Parents have a lot of jobs these days, and it’s not just because of the burgeoning gig economy. When it comes to raising a family, moms and dads can get press-ganged into a number of different roles, and often find themselves serving as chauffers, waiters, receptionists, and even doctors.
It’s a fact of life that Holman Wang—a Vancouver-based author, lawyer, husband, and father of two—knows well, and has good-naturedly worked into his two new children’s books, Great Job, Mom! and Great Job, Dad!
“When your kids are in the throes of toddlerdom,” he says, “sometimes your identity as a parent is sort of the accumulation of all the small labours you do. I wanted to recognize that, and I thought this kind of ironic jobs primer would be a great way to show all these everyday moments.”
Although geared towards younger readers, the beauty and complexity of Wang’s illustrations will appeal to children (and grown-ups) of all ages. From treating a fever to building a blanket fort, Wang’s use of needle-felt tableaus offer a loving look at the many different hats that modern parents wear.
While the wool figures in Wang’s book may seem like some sort of ancient handicraft, needle felting is a relatively new art form, developed in the 1980s by Massachusetts artists Eleanor and David Stanwood. In a nutshell, it uses barbed sewing needles to join wool fibres and build up a mass which can then be sculpted.
“It’s just a matter of adding wool where you need it, and once you stab the fires in it becomes seamless,” explains Wang of the painstaking, laborious process.
“It takes a lot of patience, but apparently I have that in ample supply,” he says with a laugh.

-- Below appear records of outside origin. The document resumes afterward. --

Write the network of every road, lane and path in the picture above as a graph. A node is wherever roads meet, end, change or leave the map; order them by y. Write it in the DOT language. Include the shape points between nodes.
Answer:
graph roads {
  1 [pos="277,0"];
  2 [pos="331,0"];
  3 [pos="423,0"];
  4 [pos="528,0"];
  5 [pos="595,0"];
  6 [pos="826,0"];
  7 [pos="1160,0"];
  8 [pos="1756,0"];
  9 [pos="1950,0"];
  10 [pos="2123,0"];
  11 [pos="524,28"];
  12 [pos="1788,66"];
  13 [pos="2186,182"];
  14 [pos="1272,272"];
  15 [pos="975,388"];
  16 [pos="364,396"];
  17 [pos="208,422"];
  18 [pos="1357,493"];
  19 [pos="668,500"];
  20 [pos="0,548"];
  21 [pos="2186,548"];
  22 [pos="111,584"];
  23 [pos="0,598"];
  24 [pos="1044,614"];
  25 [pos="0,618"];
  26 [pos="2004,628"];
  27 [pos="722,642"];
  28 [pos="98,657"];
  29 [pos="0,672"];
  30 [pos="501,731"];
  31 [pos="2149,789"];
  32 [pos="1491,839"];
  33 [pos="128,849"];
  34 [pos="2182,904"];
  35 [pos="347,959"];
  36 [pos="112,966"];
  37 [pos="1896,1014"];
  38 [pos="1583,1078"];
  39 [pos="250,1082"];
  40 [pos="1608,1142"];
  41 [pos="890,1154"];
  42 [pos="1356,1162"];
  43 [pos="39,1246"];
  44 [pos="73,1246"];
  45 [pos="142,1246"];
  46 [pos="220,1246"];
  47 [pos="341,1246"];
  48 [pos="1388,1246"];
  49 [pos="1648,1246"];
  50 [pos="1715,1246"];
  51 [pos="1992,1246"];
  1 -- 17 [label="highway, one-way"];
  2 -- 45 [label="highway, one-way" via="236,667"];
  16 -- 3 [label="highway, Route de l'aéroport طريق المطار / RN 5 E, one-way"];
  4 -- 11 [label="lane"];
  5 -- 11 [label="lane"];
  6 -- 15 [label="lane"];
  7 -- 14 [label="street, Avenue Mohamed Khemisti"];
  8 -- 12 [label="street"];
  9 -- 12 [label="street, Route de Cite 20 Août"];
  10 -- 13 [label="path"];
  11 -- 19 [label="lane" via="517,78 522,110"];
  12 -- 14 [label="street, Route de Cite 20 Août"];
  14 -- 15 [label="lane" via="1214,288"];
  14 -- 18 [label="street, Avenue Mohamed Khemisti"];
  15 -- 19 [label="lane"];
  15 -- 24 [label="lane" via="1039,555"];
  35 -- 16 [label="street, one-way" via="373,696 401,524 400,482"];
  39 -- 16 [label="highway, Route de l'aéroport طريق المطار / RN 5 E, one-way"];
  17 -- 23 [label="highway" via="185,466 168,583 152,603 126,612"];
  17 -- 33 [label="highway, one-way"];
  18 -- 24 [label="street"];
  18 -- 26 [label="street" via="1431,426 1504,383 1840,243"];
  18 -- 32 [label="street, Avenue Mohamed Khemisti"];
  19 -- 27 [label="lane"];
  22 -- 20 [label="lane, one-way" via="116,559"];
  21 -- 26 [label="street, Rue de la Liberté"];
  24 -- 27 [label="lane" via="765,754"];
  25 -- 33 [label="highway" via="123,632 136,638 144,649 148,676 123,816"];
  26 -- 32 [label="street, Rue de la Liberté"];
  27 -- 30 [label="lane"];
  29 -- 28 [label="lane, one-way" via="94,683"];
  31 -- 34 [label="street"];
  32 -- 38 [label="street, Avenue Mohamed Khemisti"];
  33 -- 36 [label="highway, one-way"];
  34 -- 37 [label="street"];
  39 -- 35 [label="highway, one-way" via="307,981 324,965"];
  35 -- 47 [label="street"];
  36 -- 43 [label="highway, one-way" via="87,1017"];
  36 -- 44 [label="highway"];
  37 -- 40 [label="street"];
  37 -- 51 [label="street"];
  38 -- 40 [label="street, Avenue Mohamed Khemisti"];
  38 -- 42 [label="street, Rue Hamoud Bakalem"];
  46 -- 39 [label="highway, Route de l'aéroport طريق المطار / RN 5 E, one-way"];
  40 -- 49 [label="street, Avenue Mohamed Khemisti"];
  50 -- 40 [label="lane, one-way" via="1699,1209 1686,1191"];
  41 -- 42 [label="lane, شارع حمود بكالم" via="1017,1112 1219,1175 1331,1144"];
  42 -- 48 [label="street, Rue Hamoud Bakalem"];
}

Wang also has a lot of practice, having previously published 15 children’s books, along with his brother Jack, featuring needle-felt illustrations: the 12-book Cozy Classics series, with adaptations of timeless novels like Moby Dick, Pride and Prejudice, and Jane Eyre, and the 3-book Epic Yarns series, with the licensed Star Wars stories A New Hope, The Empire Strikes Back, and The Return of the Jedi.
“My brother came up with the idea of doing these abridgements, of shrinking down these classic novels into board books with just twelve words and twelve images. But we felt we had to come up with something new design-wise because we knew we couldn’t compete with traditional two-dimensional illustrators.
“I knew of the technique of needle felting, but had never done it, so I went onto YouTube and watched some videos and taught myself to do it. It was really a case of necessity being the mother of invention, we were just trying to come up with an interesting and distinctive illustrative style.”
Although he continues to practice regulatory law, Wang sees writing and needle felting as a way to tap into his creativity.
“I became a lawyer for pragmatic reasons and had abandoned doing anything artistic,” he says. “So this was really an opportunity to return to being creative. As a child I always did a lot of art, and a lot of making things. It became part of my identity and how I saw myself, as a creative person.”
For Great Job, Mom! and Great Job, Dad!, Wang has included more narrative text, and has advanced well past the one-word-per-page text of his earlier efforts.
“As I was working on the new books, I came up with this rhyming scheme which riffed off The Walrus and the Carpenter by Lewis Carroll, it’s iambic tetrameters and iambic trimeters.”
While the idea of parents having many jobs is universal, Wang has also included a number of autobiographical elements into the books.
“As I started to execute the pieces it made sense to draw inspiration from the people around me. And then I decided I really should grab my children’s drawings and miniaturize them, and have little references to my family. My wife’s a runner so I gave that a little nod, and our dog is in there—although the cat is fictional.”
As one can surmise from looking at the books, the felt figures take a lot of work, in fact anywhere from 20-40 hours to make each one.
“It’s a constant process of trying to MacGyver things and trying to figure things out,” Wang reveals. “And it’s not just the needle felting, there’s also this elaborate set-making that goes on as well.
Indeed, the 1:6 scale dioramas the figures inhabit are works of art in and of themselves. While some are completely self-contained, many are photographed by Wang using forced perspective to incorporate actual house fixtures, or outdoor Vancouver scenery, like B.C. Place and the North Shore mountains.
When asked how the outdoor photo shoots were done, Wang laughs.
“It was totally guerilla style! The shot of dad at work we took at an office park, it’s not gated or anything, but a security guard came out and said ‘You gotta get out of here, you can’t take pictures here’. Luckily, I already had my shot.”
In the end, what really leads to the success of the scenes is the humanity of the characters. Despite their simplicity, Wang is able to elicit real action, and real emotion from the wool figures, and that resonates with readers young and old.
“Their mouths are just a piece of thread, so you really only get a smile, a neutral expression, or a frown. Sometimes I move the eyebrows a bit, but there’s a lot conveyed in the body language. I think a lot of people understand the emotions of the scene and bring a lot of their own emotional understanding to the stories, which is really neat.”